[Stored data]
== Segment start ==
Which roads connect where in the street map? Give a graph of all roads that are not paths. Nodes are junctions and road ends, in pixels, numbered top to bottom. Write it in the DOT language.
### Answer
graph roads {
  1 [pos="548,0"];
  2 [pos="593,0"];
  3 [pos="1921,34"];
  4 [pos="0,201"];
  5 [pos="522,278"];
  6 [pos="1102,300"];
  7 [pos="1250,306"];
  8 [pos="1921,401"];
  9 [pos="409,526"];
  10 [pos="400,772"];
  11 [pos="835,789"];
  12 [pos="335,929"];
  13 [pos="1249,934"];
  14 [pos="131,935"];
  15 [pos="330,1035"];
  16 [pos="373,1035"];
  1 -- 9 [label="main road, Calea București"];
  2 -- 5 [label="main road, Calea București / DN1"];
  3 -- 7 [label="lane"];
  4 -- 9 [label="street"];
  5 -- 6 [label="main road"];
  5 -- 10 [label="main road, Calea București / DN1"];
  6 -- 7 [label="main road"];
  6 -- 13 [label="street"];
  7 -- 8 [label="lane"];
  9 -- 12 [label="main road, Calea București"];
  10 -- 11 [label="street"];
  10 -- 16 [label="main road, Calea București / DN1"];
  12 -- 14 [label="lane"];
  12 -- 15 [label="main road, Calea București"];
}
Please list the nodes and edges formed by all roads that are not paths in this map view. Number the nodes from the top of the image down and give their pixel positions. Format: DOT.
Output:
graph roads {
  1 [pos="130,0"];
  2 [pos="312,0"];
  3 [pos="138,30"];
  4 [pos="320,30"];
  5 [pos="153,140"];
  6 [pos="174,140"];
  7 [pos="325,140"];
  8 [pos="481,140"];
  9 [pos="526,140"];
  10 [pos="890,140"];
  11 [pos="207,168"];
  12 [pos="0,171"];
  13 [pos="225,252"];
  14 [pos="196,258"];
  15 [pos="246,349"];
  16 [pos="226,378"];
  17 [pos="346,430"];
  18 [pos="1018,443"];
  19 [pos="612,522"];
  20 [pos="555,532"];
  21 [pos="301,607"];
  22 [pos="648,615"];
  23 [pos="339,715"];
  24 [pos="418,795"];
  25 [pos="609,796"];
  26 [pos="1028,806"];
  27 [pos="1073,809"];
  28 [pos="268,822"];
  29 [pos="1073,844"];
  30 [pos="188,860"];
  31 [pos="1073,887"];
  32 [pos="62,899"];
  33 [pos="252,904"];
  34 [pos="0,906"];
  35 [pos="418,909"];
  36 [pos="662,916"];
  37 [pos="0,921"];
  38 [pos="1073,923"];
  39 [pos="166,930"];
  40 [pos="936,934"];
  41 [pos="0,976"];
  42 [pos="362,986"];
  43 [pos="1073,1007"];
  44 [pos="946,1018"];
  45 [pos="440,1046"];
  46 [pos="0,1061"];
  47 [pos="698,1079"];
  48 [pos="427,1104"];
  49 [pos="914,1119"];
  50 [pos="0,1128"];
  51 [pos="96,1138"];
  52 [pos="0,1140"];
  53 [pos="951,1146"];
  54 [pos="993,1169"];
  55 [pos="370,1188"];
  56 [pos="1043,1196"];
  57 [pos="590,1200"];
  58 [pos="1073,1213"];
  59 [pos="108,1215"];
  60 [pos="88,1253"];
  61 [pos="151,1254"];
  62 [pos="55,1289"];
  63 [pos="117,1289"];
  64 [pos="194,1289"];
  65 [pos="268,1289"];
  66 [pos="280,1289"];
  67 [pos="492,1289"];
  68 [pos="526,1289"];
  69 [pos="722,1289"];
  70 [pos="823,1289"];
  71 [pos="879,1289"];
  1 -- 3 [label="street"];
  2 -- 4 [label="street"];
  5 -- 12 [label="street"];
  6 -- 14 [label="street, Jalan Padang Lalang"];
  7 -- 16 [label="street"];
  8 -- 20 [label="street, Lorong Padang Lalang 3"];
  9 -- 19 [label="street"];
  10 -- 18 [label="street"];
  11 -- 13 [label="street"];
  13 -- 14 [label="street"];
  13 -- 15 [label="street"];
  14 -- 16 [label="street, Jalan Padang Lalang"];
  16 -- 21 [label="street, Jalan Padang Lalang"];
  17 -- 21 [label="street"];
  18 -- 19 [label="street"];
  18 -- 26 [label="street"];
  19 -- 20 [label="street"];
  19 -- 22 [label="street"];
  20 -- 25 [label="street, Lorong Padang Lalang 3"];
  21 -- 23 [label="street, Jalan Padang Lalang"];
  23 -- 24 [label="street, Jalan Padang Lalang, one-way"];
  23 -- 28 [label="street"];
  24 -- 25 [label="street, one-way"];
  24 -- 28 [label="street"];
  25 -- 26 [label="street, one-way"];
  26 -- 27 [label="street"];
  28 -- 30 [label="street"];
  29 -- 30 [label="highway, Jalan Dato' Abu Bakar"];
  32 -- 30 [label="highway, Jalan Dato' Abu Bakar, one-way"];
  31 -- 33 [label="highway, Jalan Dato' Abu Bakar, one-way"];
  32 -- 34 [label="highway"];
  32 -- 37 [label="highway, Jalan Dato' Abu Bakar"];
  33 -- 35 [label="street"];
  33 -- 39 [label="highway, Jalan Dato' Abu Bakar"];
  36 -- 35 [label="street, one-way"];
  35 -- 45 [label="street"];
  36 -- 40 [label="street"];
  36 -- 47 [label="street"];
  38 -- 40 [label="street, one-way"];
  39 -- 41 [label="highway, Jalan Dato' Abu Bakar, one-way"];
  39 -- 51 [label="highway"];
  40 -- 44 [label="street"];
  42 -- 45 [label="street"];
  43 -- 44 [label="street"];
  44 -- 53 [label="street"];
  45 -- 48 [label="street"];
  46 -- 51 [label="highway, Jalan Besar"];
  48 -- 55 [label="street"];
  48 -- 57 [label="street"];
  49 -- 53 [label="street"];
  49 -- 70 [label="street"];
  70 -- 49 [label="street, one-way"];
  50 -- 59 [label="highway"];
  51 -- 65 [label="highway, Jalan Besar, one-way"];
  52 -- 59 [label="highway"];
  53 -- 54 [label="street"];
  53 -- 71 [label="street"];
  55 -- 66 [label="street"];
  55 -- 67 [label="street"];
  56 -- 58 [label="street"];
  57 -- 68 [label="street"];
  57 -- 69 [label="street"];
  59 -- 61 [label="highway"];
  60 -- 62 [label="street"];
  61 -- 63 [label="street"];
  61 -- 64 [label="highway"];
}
== Segment end ==
Repeat all the lines above verbatim.

Which roads connect where in the street map? Give a graph of all roads that are not paths. Nodes are junctions and road ends, in pixels, numbered top to bottom. Write it in the DOT language.
### Answer
graph roads {
  1 [pos="548,0"];
  2 [pos="593,0"];
  3 [pos="1921,34"];
  4 [pos="0,201"];
  5 [pos="522,278"];
  6 [pos="1102,300"];
  7 [pos="1250,306"];
  8 [pos="1921,401"];
  9 [pos="409,526"];
  10 [pos="400,772"];
  11 [pos="835,789"];
  12 [pos="335,929"];
  13 [pos="1249,934"];
  14 [pos="131,935"];
  15 [pos="330,1035"];
  16 [pos="373,1035"];
  1 -- 9 [label="main road, Calea București"];
  2 -- 5 [label="main road, Calea București / DN1"];
  3 -- 7 [label="lane"];
  4 -- 9 [label="street"];
  5 -- 6 [label="main road"];
  5 -- 10 [label="main road, Calea București / DN1"];
  6 -- 7 [label="main road"];
  6 -- 13 [label="street"];
  7 -- 8 [label="lane"];
  9 -- 12 [label="main road, Calea București"];
  10 -- 11 [label="street"];
  10 -- 16 [label="main road, Calea București / DN1"];
  12 -- 14 [label="lane"];
  12 -- 15 [label="main road, Calea București"];
}
Please list the nodes and edges formed by all roads that are not paths in this map view. Number the nodes from the top of the image down and give their pixel positions. Format: DOT.
Output:
graph roads {
  1 [pos="130,0"];
  2 [pos="312,0"];
  3 [pos="138,30"];
  4 [pos="320,30"];
  5 [pos="153,140"];
  6 [pos="174,140"];
  7 [pos="325,140"];
  8 [pos="481,140"];
  9 [pos="526,140"];
  10 [pos="890,140"];
  11 [pos="207,168"];
  12 [pos="0,171"];
  13 [pos="225,252"];
  14 [pos="196,258"];
  15 [pos="246,349"];
  16 [pos="226,378"];
  17 [pos="346,430"];
  18 [pos="1018,443"];
  19 [pos="612,522"];
  20 [pos="555,532"];
  21 [pos="301,607"];
  22 [pos="648,615"];
  23 [pos="339,715"];
  24 [pos="418,795"];
  25 [pos="609,796"];
  26 [pos="1028,806"];
  27 [pos="1073,809"];
  28 [pos="268,822"];
  29 [pos="1073,844"];
  30 [pos="188,860"];
  31 [pos="1073,887"];
  32 [pos="62,899"];
  33 [pos="252,904"];
  34 [pos="0,906"];
  35 [pos="418,909"];
  36 [pos="662,916"];
  37 [pos="0,921"];
  38 [pos="1073,923"];
  39 [pos="166,930"];
  40 [pos="936,934"];
  41 [pos="0,976"];
  42 [pos="362,986"];
  43 [pos="1073,1007"];
  44 [pos="946,1018"];
  45 [pos="440,1046"];
  46 [pos="0,1061"];
  47 [pos="698,1079"];
  48 [pos="427,1104"];
  49 [pos="914,1119"];
  50 [pos="0,1128"];
  51 [pos="96,1138"];
  52 [pos="0,1140"];
  53 [pos="951,1146"];
  54 [pos="993,1169"];
  55 [pos="370,1188"];
  56 [pos="1043,1196"];
  57 [pos="590,1200"];
  58 [pos="1073,1213"];
  59 [pos="108,1215"];
  60 [pos="88,1253"];
  61 [pos="151,1254"];
  62 [pos="55,1289"];
  63 [pos="117,1289"];
  64 [pos="194,1289"];
  65 [pos="268,1289"];
  66 [pos="280,1289"];
  67 [pos="492,1289"];
  68 [pos="526,1289"];
  69 [pos="722,1289"];
  70 [pos="823,1289"];
  71 [pos="879,1289"];
  1 -- 3 [label="street"];
  2 -- 4 [label="street"];
  5 -- 12 [label="street"];
  6 -- 14 [label="street, Jalan Padang Lalang"];
  7 -- 16 [label="street"];
  8 -- 20 [label="street, Lorong Padang Lalang 3"];
  9 -- 19 [label="street"];
  10 -- 18 [label="street"];
  11 -- 13 [label="street"];
  13 -- 14 [label="street"];
  13 -- 15 [label="street"];
  14 -- 16 [label="street, Jalan Padang Lalang"];
  16 -- 21 [label="street, Jalan Padang Lalang"];
  17 -- 21 [label="street"];
  18 -- 19 [label="street"];
  18 -- 26 [label="street"];
  19 -- 20 [label="street"];
  19 -- 22 [label="street"];
  20 -- 25 [label="street, Lorong Padang Lalang 3"];
  21 -- 23 [label="street, Jalan Padang Lalang"];
  23 -- 24 [label="street, Jalan Padang Lalang, one-way"];
  23 -- 28 [label="street"];
  24 -- 25 [label="street, one-way"];
  24 -- 28 [label="street"];
  25 -- 26 [label="street, one-way"];
  26 -- 27 [label="street"];
  28 -- 30 [label="street"];
  29 -- 30 [label="highway, Jalan Dato' Abu Bakar"];
  32 -- 30 [label="highway, Jalan Dato' Abu Bakar, one-way"];
  31 -- 33 [label="highway, Jalan Dato' Abu Bakar, one-way"];
  32 -- 34 [label="highway"];
  32 -- 37 [label="highway, Jalan Dato' Abu Bakar"];
  33 -- 35 [label="street"];
  33 -- 39 [label="highway, Jalan Dato' Abu Bakar"];
  36 -- 35 [label="street, one-way"];
  35 -- 45 [label="street"];
  36 -- 40 [label="street"];
  36 -- 47 [label="street"];
  38 -- 40 [label="street, one-way"];
  39 -- 41 [label="highway, Jalan Dato' Abu Bakar, one-way"];
  39 -- 51 [label="highway"];
  40 -- 44 [label="street"];
  42 -- 45 [label="street"];
  43 -- 44 [label="street"];
  44 -- 53 [label="street"];
  45 -- 48 [label="street"];
  46 -- 51 [label="highway, Jalan Besar"];
  48 -- 55 [label="street"];
  48 -- 57 [label="street"];
  49 -- 53 [label="street"];
  49 -- 70 [label="street"];
  70 -- 49 [label="street, one-way"];
  50 -- 59 [label="highway"];
  51 -- 65 [label="highway, Jalan Besar, one-way"];
  52 -- 59 [label="highway"];
  53 -- 54 [label="street"];
  53 -- 71 [label="street"];
  55 -- 66 [label="street"];
  55 -- 67 [label="street"];
  56 -- 58 [label="street"];
  57 -- 68 [label="street"];
  57 -- 69 [label="street"];
  59 -- 61 [label="highway"];
  60 -- 62 [label="street"];
  61 -- 63 [label="street"];
  61 -- 64 [label="highway"];
}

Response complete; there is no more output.